Maroc : une ouverture américaine contestée

- 10h03 - Maroc - Ecrit par :

Les négociations entre le Maroc et les Etats-Unis en vue d’un accord de libre-échange, dont l’ouverture est prévue mardi à Washington, ont fait l’objet d’une début de polémique qui en révéle les prolongements économiques et géopolitiques dans le dossier euro-méditerranéen.

Le "premier round" de ces discussions commerciales entre le Maroc et les Etats-Unis s’ouvrira en présence de trente négociateurs marocains, pilotés par le ministère des Affaires étrangères, et doivent durer quatre jours, selon des informations publiées à Rabat.

Des groupes de travail spécialisés ont été constitués pour les divers secteurs concernés comme pour des questions de coopération douanière ou de législation sociale, avait indiqué Taïeb Fassi-Fihri, ministre délégué marocain aux Affaires étrangères, chargé de ces négociations par le roi Mohammed VI.

Ces préparatifs ont suscité une réaction publique de forme peu diplomatique du ministre délégué français au Commerce extérieur, François Loos. De passage à Rabat le 14 janvier, le ministre a déclaré qu’un accord de libre-échange entre le Maroc et les Etats-Unis serait "incompatible" avec l’approfondissement des relations économiques entre le royaume et l’Union européenne.

M. Loos, qui achevait une visite de travail de deux jours au Maroc, a indiqué à la presse avoir mis en garde à ce sujet ses interlocuteurs marocains. "On peut discuter de tout, mais on ne peut viser deux choses qui ne sont pas compatibles", a-t-il dit.

Critiqués dans la presse marocaine dès le lendemain, ces propos ont été perçus comme "une admonestation unilatérale" qui serait "tombée comme un couperet". Le ministre français, a assuré notamment le journal Le Matin, "a jeté le trouble au sein de l’administration et des opérateurs marocains".

La presse hebdomadaire marocaine a relevé les aspects géostratégiques de ce début de polémique.

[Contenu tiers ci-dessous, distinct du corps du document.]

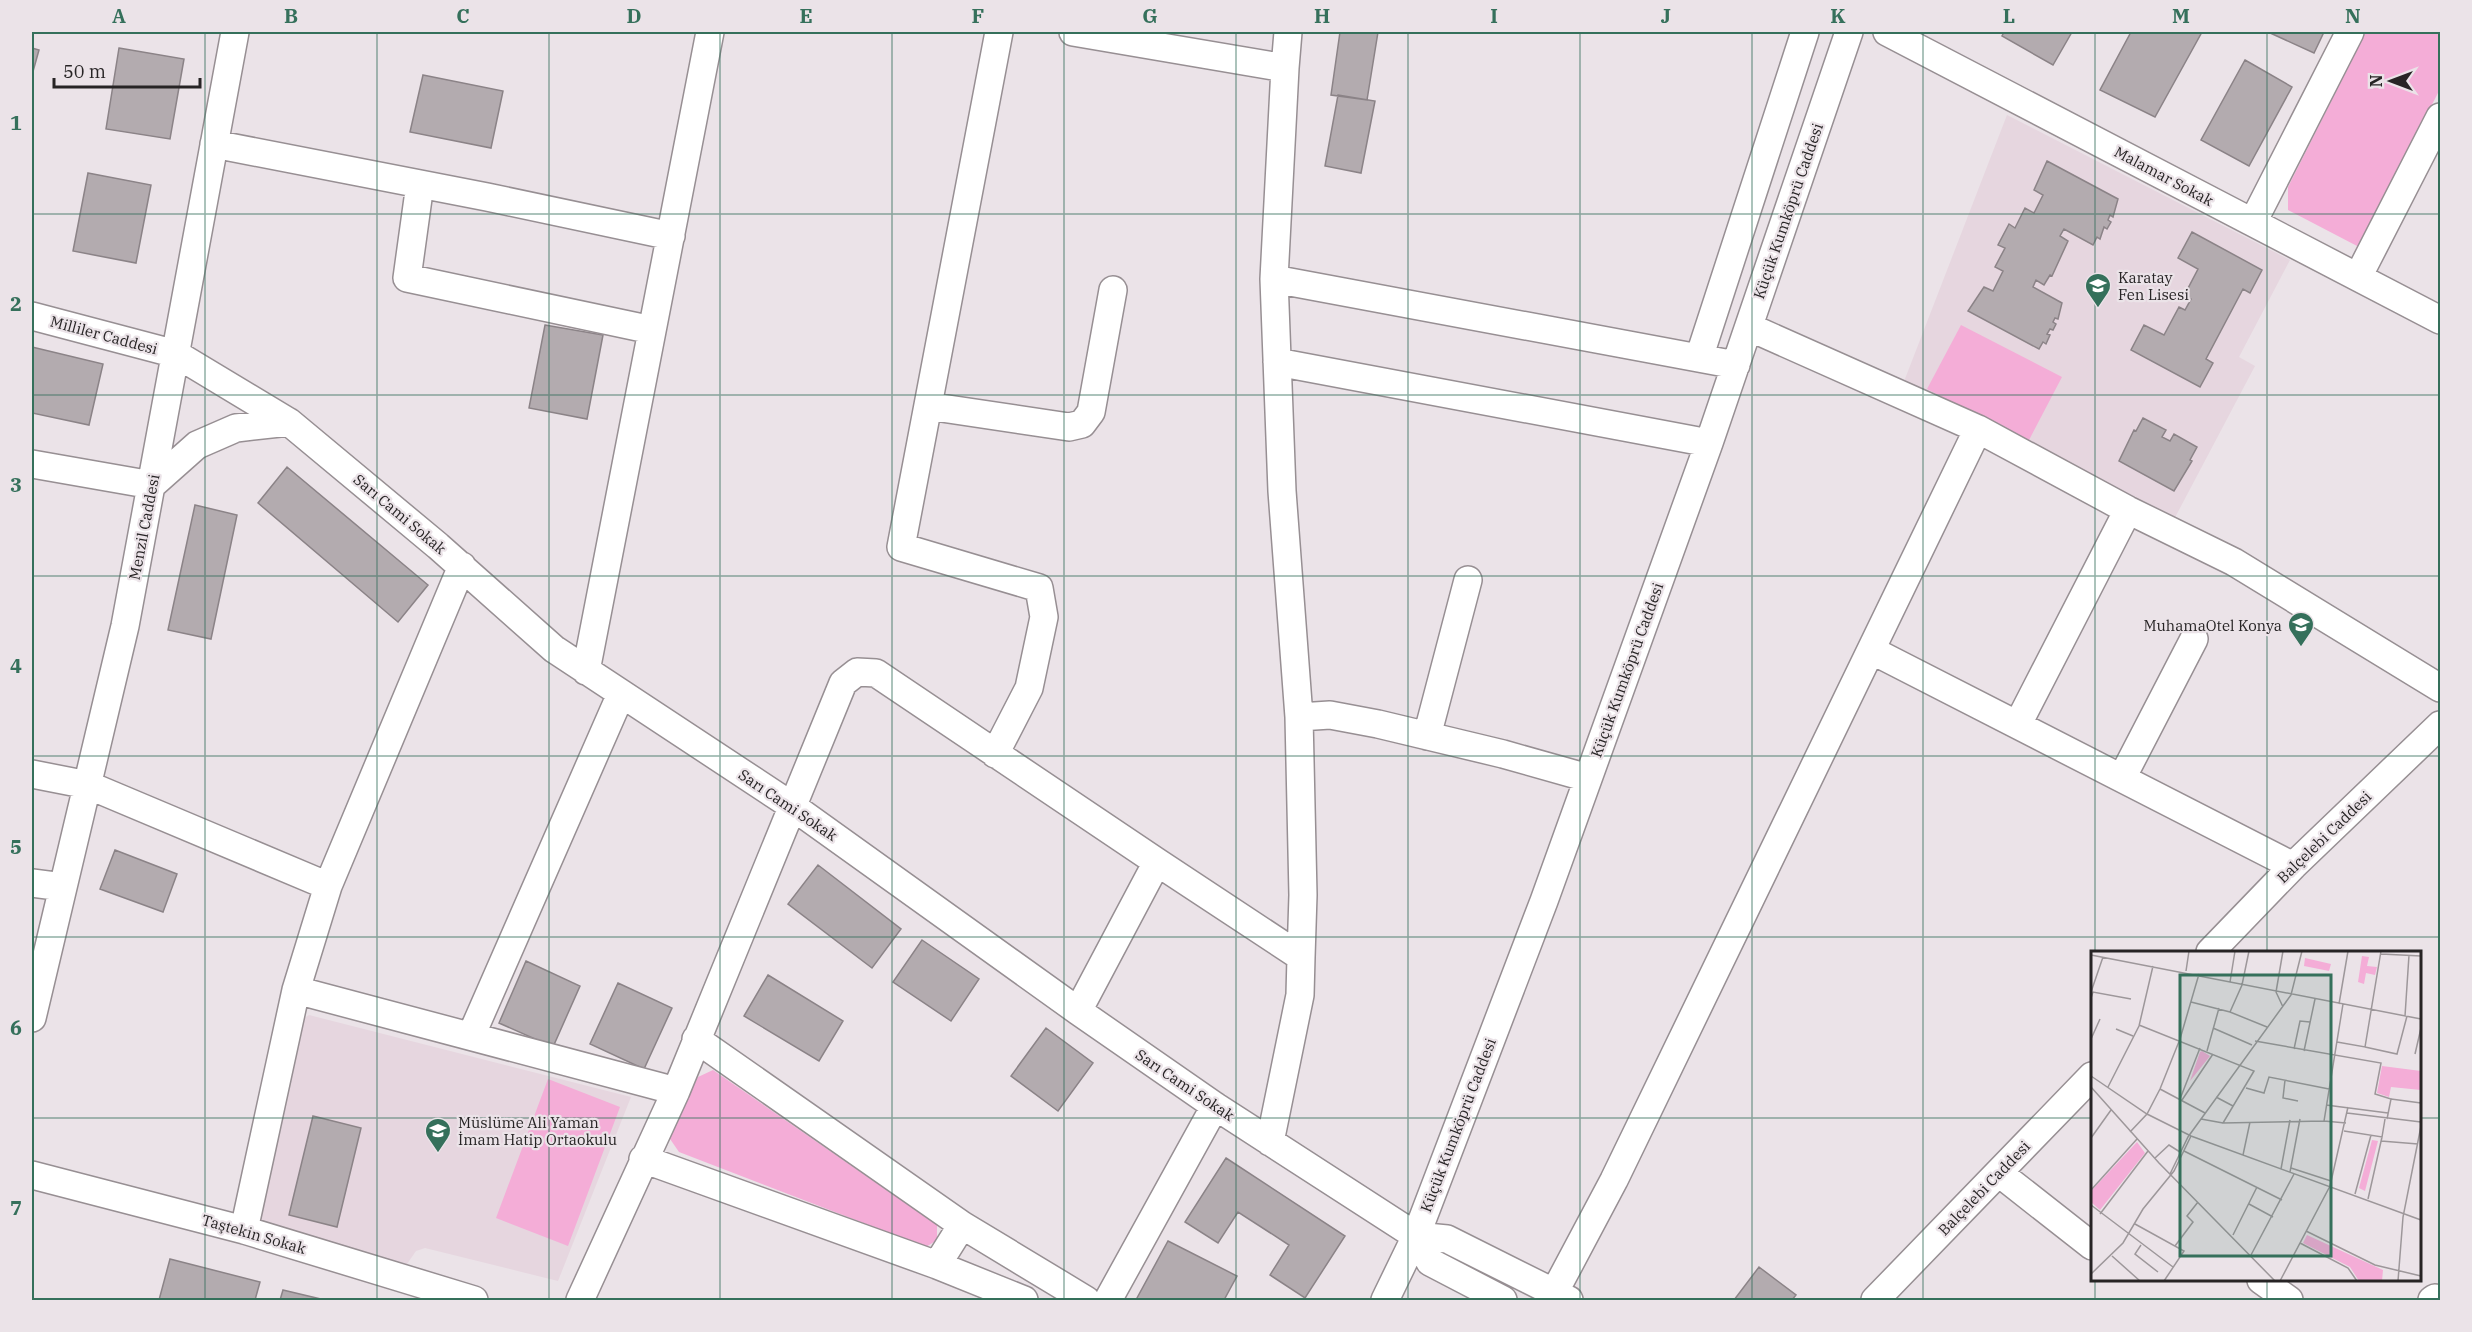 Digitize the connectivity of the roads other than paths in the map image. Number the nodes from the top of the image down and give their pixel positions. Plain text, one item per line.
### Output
1 (235, 32) edge
2 (710, 32) edge
3 (999, 32) edge
4 (1073, 32) edge
5 (1288, 32) edge
6 (1805, 32) edge
7 (1849, 32) edge
8 (1887, 32) edge
9 (2350, 32) edge
10 (1145, 38) edge
11 (1285, 68) junction
12 (2440, 117) edge
13 (213, 144) junction
14 (420, 184) junction
15 (2253, 222) junction
16 (671, 236) junction
17 (2358, 277) junction
18 (1274, 279) junction
19 (1113, 290) dead end
20 (32, 316) edge
21 (2440, 320) edge
22 (1749, 327) junction
23 (652, 330) junction
24 (176, 354) junction
25 (1699, 358) junction
26 (1277, 362) junction
27 (1736, 365) junction
28 (928, 406) junction
29 (289, 422) junction
30 (1978, 429) junction
31 (1709, 443) junction
32 (32, 464) edge
33 (152, 484) junction
34 (2128, 510) junction
35 (462, 566) junction
36 (1468, 580) dead end
37 (2194, 639) dead end
38 (1871, 650) junction
39 (586, 671) junction
40 (2440, 688) edge
41 (621, 694) junction
42 (1299, 717) junction
43 (2018, 724) junction
44 (2440, 725) edge
45 (1427, 736) junction
46 (995, 754) junction
47 (32, 774) edge
48 (1588, 778) junction
49 (2122, 778) junction
50 (88, 785) junction
51 (792, 806) junction
52 (1156, 862) junction
53 (2293, 866) junction
54 (32, 883) edge
55 (328, 886) junction
56 (63, 887) junction
57 (2211, 951) edge
58 (1301, 957) junction
59 (296, 990) junction
60 (1078, 1011) junction
61 (32, 1018) edge
62 (471, 1036) junction
63 (696, 1039) junction
64 (2091, 1077) edge
65 (675, 1091) junction
66 (1215, 1106) junction
67 (1270, 1142) junction
68 (643, 1159) junction
69 (1999, 1173) junction
70 (32, 1175) edge
71 (962, 1225) junction
72 (244, 1230) junction
73 (1416, 1236) junction
74 (2091, 1245) edge
75 (937, 1265) junction
76 (2262, 1281) edge
77 (1561, 1297) edge
78 (474, 1300) edge
79 (580, 1300) edge
80 (1024, 1300) edge
81 (1086, 1300) edge
82 (1108, 1300) edge
83 (1385, 1300) edge
84 (1503, 1300) edge
85 (1875, 1300) edge
86 (2289, 1300) edge
87 (2432, 1300) edge
88 (2440, 1300) edge

1 - 13 street, Menzil Caddesi
2 - 16 street
3 - 28 street
4 - 10 street
5 - 11 street
6 - 25 street
7 - 22 street, Küçük Kumköprü Caddesi
8 - 15 street, Malamar Sokak
9 - 15 street
10 - 11 street
11 - 18 street
12 - 17 street
13 - 14 street
13 - 24 street, Menzil Caddesi
14 - 16 street
14 - 23 street
15 - 17 street, Malamar Sokak
16 - 23 street
17 - 21 street, Malamar Sokak
18 - 25 street
18 - 26 street
19 - 28 street
20 - 24 street, Milliler Caddesi
22 - 27 street, Küçük Kumköprü Caddesi
22 - 30 street
23 - 39 street
24 - 29 street, Sarı Cami Sokak
24 - 33 street, Menzil Caddesi
25 - 27 street
26 - 31 street
26 - 42 street
27 - 31 street, Küçük Kumköprü Caddesi
28 - 46 street
29 - 33 street
29 - 35 street, Sarı Cami Sokak
30 - 34 street
30 - 38 street
31 - 48 street, Küçük Kumköprü Caddesi
32 - 33 street
33 - 50 street, Menzil Caddesi
34 - 40 street
34 - 43 street
35 - 39 street, Sarı Cami Sokak
35 - 55 street
36 - 45 street
37 - 49 street
38 - 43 street
38 - 77 street
39 - 41 street, Sarı Cami Sokak
41 - 51 street, Sarı Cami Sokak
41 - 62 street
42 - 45 street
42 - 58 street
43 - 49 street
44 - 53 street, Balçelebi Caddesi
45 - 48 street
46 - 51 street
46 - 52 street
47 - 50 street
48 - 73 street, Küçük Kumköprü Caddesi
49 - 53 street
50 - 55 street
50 - 56 street, Menzil Caddesi
51 - 60 street, Sarı Cami Sokak
51 - 63 street
52 - 58 street
52 - 60 street
53 - 57 street, Balçelebi Caddesi
54 - 56 street
55 - 59 street
56 - 61 street, Menzil Caddesi
58 - 67 street
59 - 62 street
59 - 72 street
60 - 66 street, Sarı Cami Sokak
62 - 65 street
63 - 65 street
63 - 71 street
64 - 69 street, Balçelebi Caddesi
65 - 68 street
66 - 67 street, Sarı Cami Sokak
66 - 82 street
67 - 73 street, Sarı Cami Sokak
68 - 75 street
68 - 79 street
69 - 74 street
69 - 85 street, Balçelebi Caddesi
70 - 72 street, Taştekin Sokak
71 - 75 street
71 - 81 street
72 - 78 street, Taştekin Sokak
73 - 77 street, Sarı Cami Sokak
73 - 83 street, Küçük Kumköprü Caddesi
73 - 84 street, Sarı Cami Sokak
75 - 80 street
76 - 86 street
87 - 88 street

Le "conflit d’influence opposant l’Union Européenne aux Etats-Unis, et ayant pour enjeu l’économie marocaine, est cette fois ouvertement déclaré", écrit notamment Tel Quel (indépendant).

"Côté marocain, ajoute cet hebdomadaire, il est évident qu’on joue sur les deux tableaux". "Il ne s’agit pas seulement d’économie, mais aussi (et peut-être surtout) de politique", poursuit Tel Quel, estimant que l’Amérique est "à la veille d’une guerre à laquelle elle voudrait bien associer le Maroc".

Le Journal Hebdomadaire souligne de son côté le projet maroco-américain met à mal la démarche de l’Union européenne qui vise à constituer "un bloc régional euro-méditerranéen dans un contexte de mondialisation régionalisée ou s’affrontent blocs américain, asiatique et européen".

Les relations très conflictuelles du Maroc avec l’Espagne, son voisin européen le plus proche, où s’éternisent des sujets de discorde tant politiques qu’économiques, contribuent à la séduction des sirènes américaines.

Le recours à la médiation des Etats-Unis dans la crise de l’îlot Leile/Perejil en aôut 2002, lorsque l’armée espagnole avait délogé les soldats marocains installés sur ce rocher inhabité de la côte méditerranéene, avait révélé la difficulté pour l’Union européenne d’intervenir utilement dans des conflits où les intérêts de l’un de ses membres sont en jeu.

De fréquentes "tournées maghrébines" de responsables politiques et économiques venus de Washington entretiennent à Rabat l’idée d’une véritable alternative américaine pour les relations extérieures du pays, qui restent essentiellement tournées vers l’Europe.

L’Union européenne compte pour les deux tiers environ des échanges extérieurs du Maroc, étant pour 2001 à l’origine de 56% de ses importations et destinataire de 74% de ses exportations constituées essentiellement de phosphates, de textiles et de produits agricoles.

Les Etats-Unis ne se plaçaient, en 2001, qu’en position de sixième client du Maroc avec 4,1% du total de ses ventes et en huitième fournisseur avec 3,7% de ses importations.

Le total des échanges du Maroc avec les Etats-Unis ne représentait en 2001 qu’un peu moins de 750 millions d’euros contre plus 12 milliards d’euros pour les pays de l’Union européenne.